■ Task requirements
Only the lines with the string "TORRALBA" are needed; return each of them from the entries below.

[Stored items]
[Start of section]

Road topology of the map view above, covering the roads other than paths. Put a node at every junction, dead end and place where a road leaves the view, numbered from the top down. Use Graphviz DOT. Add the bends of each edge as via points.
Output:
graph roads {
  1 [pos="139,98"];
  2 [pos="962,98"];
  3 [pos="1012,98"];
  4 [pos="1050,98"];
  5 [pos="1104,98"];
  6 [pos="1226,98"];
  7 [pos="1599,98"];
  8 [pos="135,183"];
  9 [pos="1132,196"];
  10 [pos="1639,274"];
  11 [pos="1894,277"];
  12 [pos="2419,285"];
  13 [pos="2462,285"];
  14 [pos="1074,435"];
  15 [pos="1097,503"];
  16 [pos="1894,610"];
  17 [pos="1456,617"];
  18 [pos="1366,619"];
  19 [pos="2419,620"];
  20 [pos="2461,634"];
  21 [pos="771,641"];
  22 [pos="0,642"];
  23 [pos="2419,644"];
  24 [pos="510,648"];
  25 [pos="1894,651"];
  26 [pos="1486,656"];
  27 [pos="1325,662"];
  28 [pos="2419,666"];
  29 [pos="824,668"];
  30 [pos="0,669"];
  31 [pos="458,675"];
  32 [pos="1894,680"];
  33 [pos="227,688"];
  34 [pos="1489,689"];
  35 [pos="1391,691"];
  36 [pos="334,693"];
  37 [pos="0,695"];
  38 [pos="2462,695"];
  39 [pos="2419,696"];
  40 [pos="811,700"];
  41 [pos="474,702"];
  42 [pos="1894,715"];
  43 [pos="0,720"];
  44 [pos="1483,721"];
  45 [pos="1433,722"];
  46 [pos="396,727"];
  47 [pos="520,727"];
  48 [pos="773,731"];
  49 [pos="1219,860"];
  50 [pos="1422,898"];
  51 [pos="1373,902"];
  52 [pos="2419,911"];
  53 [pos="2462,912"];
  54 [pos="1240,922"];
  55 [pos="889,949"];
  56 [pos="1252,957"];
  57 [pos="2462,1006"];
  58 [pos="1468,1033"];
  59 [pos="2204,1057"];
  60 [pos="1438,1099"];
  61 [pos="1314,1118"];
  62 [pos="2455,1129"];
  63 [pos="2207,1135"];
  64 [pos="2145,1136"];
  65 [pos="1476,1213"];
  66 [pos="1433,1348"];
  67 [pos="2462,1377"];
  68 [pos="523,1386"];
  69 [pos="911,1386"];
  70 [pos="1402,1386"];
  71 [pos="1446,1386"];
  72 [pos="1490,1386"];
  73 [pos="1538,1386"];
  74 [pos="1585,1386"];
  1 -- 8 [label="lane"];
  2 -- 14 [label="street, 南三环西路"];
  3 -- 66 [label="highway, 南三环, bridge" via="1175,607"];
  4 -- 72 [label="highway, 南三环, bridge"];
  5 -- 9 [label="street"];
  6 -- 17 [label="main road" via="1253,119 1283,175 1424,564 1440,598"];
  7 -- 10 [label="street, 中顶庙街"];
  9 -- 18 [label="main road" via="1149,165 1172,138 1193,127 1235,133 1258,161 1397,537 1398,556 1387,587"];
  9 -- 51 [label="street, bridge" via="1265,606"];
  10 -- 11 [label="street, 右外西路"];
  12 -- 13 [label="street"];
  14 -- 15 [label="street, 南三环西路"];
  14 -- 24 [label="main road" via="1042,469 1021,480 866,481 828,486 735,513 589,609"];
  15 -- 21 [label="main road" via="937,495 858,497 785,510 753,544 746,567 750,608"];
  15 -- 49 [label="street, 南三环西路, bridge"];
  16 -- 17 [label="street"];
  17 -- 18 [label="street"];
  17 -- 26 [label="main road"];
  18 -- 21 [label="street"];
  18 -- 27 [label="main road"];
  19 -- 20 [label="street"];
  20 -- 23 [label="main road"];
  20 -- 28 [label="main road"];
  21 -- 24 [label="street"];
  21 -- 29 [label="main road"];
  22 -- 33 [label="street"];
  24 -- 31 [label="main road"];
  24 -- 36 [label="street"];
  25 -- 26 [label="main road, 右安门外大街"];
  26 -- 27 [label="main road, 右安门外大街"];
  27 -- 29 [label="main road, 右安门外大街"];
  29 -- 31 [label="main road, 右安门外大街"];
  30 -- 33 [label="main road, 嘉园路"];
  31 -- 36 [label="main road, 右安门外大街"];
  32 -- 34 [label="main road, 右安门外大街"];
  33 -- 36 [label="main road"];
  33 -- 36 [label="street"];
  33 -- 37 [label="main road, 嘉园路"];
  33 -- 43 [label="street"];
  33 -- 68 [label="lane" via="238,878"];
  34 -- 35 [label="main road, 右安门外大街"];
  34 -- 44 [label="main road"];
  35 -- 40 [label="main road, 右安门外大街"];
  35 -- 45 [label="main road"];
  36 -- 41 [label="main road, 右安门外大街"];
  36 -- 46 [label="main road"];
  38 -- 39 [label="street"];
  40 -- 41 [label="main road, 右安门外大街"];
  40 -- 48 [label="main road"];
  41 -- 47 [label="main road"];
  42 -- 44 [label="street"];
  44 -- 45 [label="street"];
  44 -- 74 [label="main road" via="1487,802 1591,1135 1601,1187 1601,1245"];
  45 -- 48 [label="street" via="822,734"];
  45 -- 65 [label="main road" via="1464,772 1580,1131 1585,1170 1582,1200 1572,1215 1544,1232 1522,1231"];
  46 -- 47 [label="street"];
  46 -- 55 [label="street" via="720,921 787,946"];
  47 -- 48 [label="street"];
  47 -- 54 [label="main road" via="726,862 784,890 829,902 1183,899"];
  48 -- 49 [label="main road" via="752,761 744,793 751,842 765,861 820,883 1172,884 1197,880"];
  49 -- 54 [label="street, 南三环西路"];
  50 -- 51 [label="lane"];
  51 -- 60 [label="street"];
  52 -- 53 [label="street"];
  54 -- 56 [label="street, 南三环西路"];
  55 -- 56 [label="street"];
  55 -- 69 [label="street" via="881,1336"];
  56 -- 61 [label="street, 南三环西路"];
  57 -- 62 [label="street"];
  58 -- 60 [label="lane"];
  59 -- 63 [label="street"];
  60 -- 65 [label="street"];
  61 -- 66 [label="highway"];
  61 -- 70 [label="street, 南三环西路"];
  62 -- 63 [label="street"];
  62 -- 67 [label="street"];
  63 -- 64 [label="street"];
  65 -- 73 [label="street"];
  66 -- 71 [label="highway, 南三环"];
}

[End of section]
[Start of section]

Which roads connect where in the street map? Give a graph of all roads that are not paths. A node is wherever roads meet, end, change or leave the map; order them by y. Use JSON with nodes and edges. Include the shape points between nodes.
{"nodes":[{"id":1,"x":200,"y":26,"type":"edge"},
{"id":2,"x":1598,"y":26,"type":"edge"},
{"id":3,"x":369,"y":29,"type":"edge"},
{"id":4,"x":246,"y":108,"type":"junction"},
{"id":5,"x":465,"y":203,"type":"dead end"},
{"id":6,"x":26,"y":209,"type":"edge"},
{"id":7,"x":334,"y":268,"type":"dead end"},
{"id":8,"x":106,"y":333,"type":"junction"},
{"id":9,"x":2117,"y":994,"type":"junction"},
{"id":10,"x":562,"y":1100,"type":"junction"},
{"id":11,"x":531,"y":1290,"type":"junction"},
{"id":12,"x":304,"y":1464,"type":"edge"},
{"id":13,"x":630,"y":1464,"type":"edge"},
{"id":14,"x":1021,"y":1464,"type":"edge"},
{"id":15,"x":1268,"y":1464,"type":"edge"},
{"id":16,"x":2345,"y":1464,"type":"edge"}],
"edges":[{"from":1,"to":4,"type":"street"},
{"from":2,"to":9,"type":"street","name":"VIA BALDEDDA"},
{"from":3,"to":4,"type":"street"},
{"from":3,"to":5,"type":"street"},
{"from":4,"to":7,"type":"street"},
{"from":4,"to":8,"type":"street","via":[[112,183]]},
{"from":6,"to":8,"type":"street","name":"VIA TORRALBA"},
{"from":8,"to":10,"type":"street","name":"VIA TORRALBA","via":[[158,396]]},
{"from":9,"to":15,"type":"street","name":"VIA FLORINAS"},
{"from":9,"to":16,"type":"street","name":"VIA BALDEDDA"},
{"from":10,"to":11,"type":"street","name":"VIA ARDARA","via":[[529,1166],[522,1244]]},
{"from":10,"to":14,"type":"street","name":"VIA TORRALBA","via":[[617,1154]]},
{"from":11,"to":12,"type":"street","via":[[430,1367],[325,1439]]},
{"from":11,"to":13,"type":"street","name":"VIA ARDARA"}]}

[End of section]
[Start of section]

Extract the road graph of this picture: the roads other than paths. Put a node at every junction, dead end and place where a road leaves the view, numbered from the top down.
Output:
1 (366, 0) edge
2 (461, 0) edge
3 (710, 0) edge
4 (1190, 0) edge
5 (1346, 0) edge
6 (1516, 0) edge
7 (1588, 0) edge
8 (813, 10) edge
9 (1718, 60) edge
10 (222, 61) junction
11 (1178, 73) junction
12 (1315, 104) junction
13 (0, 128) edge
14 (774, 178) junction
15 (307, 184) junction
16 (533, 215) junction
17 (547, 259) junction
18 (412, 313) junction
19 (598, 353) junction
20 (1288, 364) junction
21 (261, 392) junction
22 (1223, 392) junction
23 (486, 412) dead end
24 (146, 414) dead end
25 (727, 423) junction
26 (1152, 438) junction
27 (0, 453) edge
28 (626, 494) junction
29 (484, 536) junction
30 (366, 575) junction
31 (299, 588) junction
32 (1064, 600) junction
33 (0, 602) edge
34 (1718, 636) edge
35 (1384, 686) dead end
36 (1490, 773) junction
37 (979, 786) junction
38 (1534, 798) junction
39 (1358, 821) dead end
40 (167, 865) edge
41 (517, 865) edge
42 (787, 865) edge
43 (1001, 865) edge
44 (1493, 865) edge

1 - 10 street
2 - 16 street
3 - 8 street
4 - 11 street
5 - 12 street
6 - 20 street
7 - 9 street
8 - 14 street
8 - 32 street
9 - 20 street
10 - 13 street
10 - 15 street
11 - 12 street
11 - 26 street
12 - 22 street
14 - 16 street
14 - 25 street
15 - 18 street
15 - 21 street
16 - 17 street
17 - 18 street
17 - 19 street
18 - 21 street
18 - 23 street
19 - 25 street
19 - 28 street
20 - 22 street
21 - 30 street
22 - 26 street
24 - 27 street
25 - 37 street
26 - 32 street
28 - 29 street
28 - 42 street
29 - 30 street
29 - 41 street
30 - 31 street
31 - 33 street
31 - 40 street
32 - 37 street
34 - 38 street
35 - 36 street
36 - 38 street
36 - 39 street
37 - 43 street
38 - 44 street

[End of section]

■ Task answer
{"from":6,"to":8,"type":"street","name":"VIA TORRALBA"},
{"from":8,"to":10,"type":"street","name":"VIA TORRALBA","via":[[158,396]]},
{"from":10,"to":14,"type":"street","name":"VIA TORRALBA","via":[[617,1154]]},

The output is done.